Try it — Every entry below must be retyped exactly, and the pictures must be left out.

Dataset excerpts —
====================
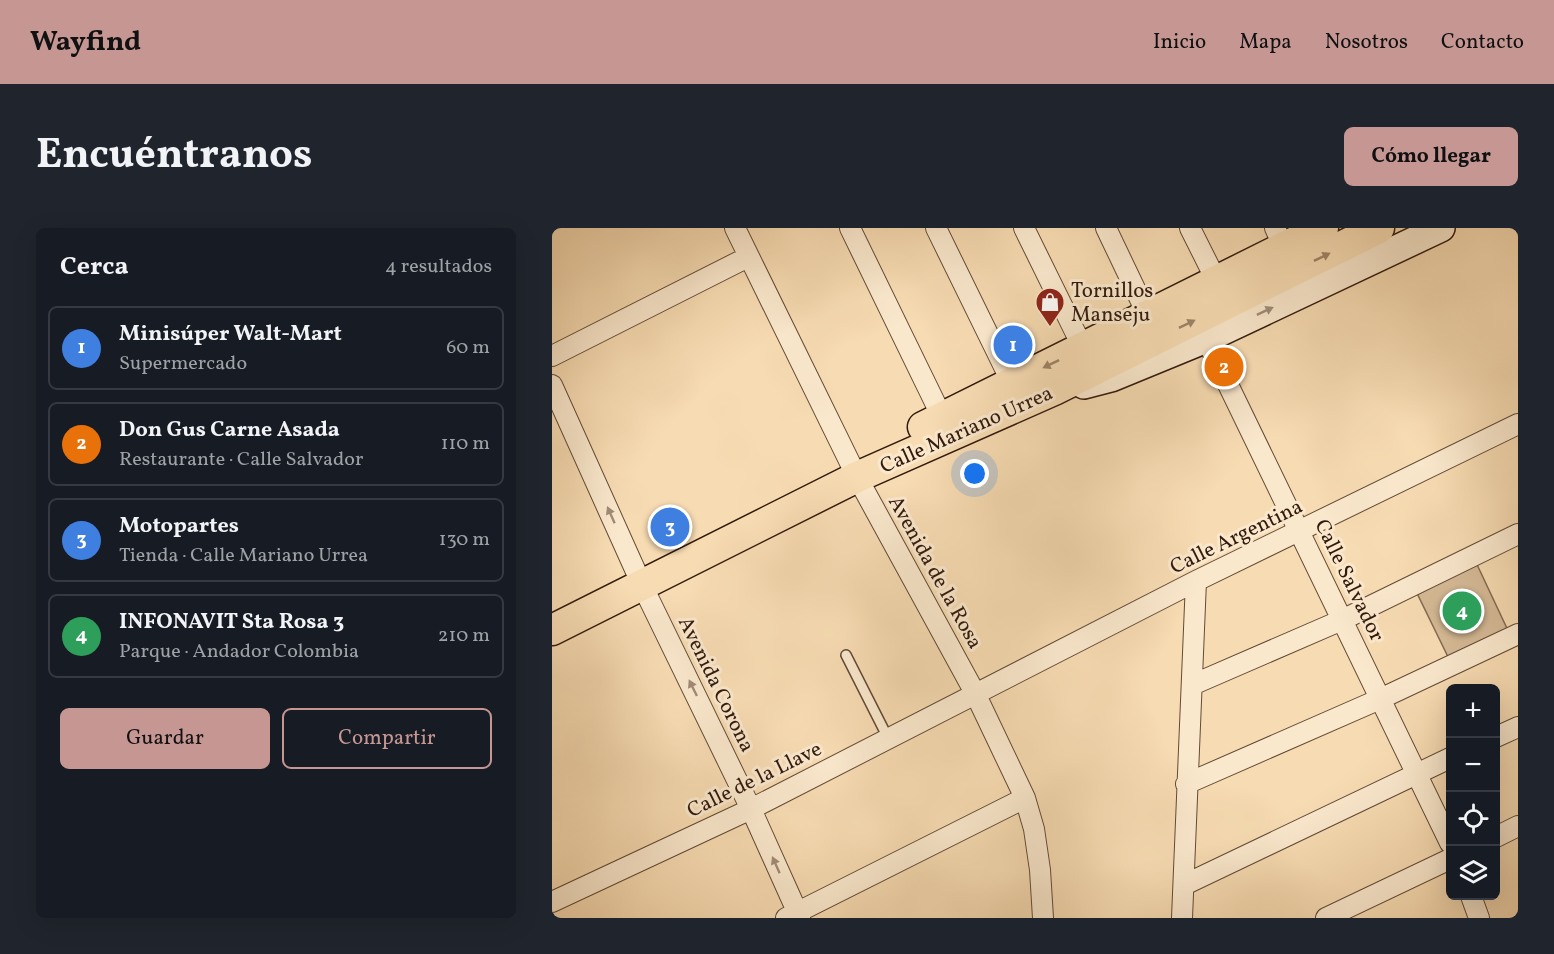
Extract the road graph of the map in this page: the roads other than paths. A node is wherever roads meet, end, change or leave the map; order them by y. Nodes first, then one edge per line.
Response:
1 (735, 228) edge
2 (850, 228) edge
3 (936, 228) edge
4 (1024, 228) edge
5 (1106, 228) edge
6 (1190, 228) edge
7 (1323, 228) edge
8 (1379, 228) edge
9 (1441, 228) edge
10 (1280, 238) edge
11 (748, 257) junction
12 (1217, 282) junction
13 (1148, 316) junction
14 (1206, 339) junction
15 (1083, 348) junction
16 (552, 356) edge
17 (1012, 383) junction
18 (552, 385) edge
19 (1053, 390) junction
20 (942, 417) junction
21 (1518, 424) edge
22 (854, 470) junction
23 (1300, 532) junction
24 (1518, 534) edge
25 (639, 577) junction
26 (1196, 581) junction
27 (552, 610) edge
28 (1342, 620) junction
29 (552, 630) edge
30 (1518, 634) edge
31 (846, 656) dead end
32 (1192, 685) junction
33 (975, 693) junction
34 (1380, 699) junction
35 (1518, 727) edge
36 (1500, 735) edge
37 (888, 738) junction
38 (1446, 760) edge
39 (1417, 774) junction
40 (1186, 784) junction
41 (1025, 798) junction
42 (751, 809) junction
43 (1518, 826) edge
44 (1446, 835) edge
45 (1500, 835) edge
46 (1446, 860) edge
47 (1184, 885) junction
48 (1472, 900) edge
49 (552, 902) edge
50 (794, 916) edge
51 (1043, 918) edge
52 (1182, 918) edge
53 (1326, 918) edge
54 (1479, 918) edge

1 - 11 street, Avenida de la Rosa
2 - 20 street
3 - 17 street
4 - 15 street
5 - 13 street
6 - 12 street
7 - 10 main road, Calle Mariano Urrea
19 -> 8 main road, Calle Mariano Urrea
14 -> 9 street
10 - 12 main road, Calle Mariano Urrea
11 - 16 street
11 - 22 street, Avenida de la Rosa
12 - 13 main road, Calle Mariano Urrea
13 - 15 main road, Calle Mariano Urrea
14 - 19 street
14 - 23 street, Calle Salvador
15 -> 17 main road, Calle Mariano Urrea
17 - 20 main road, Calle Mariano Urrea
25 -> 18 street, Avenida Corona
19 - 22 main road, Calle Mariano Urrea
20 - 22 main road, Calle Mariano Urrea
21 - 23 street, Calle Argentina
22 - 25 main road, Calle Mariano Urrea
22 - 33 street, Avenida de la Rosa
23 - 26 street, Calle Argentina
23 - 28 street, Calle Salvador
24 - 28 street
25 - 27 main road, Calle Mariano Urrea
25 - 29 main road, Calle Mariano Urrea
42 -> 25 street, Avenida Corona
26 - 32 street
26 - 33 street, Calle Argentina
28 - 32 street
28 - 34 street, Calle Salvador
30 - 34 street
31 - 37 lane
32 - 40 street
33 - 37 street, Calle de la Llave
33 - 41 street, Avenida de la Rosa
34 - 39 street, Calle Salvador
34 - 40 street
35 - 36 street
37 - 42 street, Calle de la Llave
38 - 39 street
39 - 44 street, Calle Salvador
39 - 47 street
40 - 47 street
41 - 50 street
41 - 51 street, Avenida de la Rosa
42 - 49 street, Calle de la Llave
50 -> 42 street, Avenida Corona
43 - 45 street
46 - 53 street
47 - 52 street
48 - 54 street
====================
Written response —
Extract the road graph of the map in this page: the roads other than paths. A node is wherever roads meet, end, change or leave the map; order them by y. Nodes first, then one edge per line.
Response:
1 (735, 228) edge
2 (850, 228) edge
3 (936, 228) edge
4 (1024, 228) edge
5 (1106, 228) edge
6 (1190, 228) edge
7 (1323, 228) edge
8 (1379, 228) edge
9 (1441, 228) edge
10 (1280, 238) edge
11 (748, 257) junction
12 (1217, 282) junction
13 (1148, 316) junction
14 (1206, 339) junction
15 (1083, 348) junction
16 (552, 356) edge
17 (1012, 383) junction
18 (552, 385) edge
19 (1053, 390) junction
20 (942, 417) junction
21 (1518, 424) edge
22 (854, 470) junction
23 (1300, 532) junction
24 (1518, 534) edge
25 (639, 577) junction
26 (1196, 581) junction
27 (552, 610) edge
28 (1342, 620) junction
29 (552, 630) edge
30 (1518, 634) edge
31 (846, 656) dead end
32 (1192, 685) junction
33 (975, 693) junction
34 (1380, 699) junction
35 (1518, 727) edge
36 (1500, 735) edge
37 (888, 738) junction
38 (1446, 760) edge
39 (1417, 774) junction
40 (1186, 784) junction
41 (1025, 798) junction
42 (751, 809) junction
43 (1518, 826) edge
44 (1446, 835) edge
45 (1500, 835) edge
46 (1446, 860) edge
47 (1184, 885) junction
48 (1472, 900) edge
49 (552, 902) edge
50 (794, 916) edge
51 (1043, 918) edge
52 (1182, 918) edge
53 (1326, 918) edge
54 (1479, 918) edge

1 - 11 street, Avenida de la Rosa
2 - 20 street
3 - 17 street
4 - 15 street
5 - 13 street
6 - 12 street
7 - 10 main road, Calle Mariano Urrea
19 -> 8 main road, Calle Mariano Urrea
14 -> 9 street
10 - 12 main road, Calle Mariano Urrea
11 - 16 street
11 - 22 street, Avenida de la Rosa
12 - 13 main road, Calle Mariano Urrea
13 - 15 main road, Calle Mariano Urrea
14 - 19 street
14 - 23 street, Calle Salvador
15 -> 17 main road, Calle Mariano Urrea
17 - 20 main road, Calle Mariano Urrea
25 -> 18 street, Avenida Corona
19 - 22 main road, Calle Mariano Urrea
20 - 22 main road, Calle Mariano Urrea
21 - 23 street, Calle Argentina
22 - 25 main road, Calle Mariano Urrea
22 - 33 street, Avenida de la Rosa
23 - 26 street, Calle Argentina
23 - 28 street, Calle Salvador
24 - 28 street
25 - 27 main road, Calle Mariano Urrea
25 - 29 main road, Calle Mariano Urrea
42 -> 25 street, Avenida Corona
26 - 32 street
26 - 33 street, Calle Argentina
28 - 32 street
28 - 34 street, Calle Salvador
30 - 34 street
31 - 37 lane
32 - 40 street
33 - 37 street, Calle de la Llave
33 - 41 street, Avenida de la Rosa
34 - 39 street, Calle Salvador
34 - 40 street
35 - 36 street
37 - 42 street, Calle de la Llave
38 - 39 street
39 - 44 street, Calle Salvador
39 - 47 street
40 - 47 street
41 - 50 street
41 - 51 street, Avenida de la Rosa
42 - 49 street, Calle de la Llave
50 -> 42 street, Avenida Corona
43 - 45 street
46 - 53 street
47 - 52 street
48 - 54 street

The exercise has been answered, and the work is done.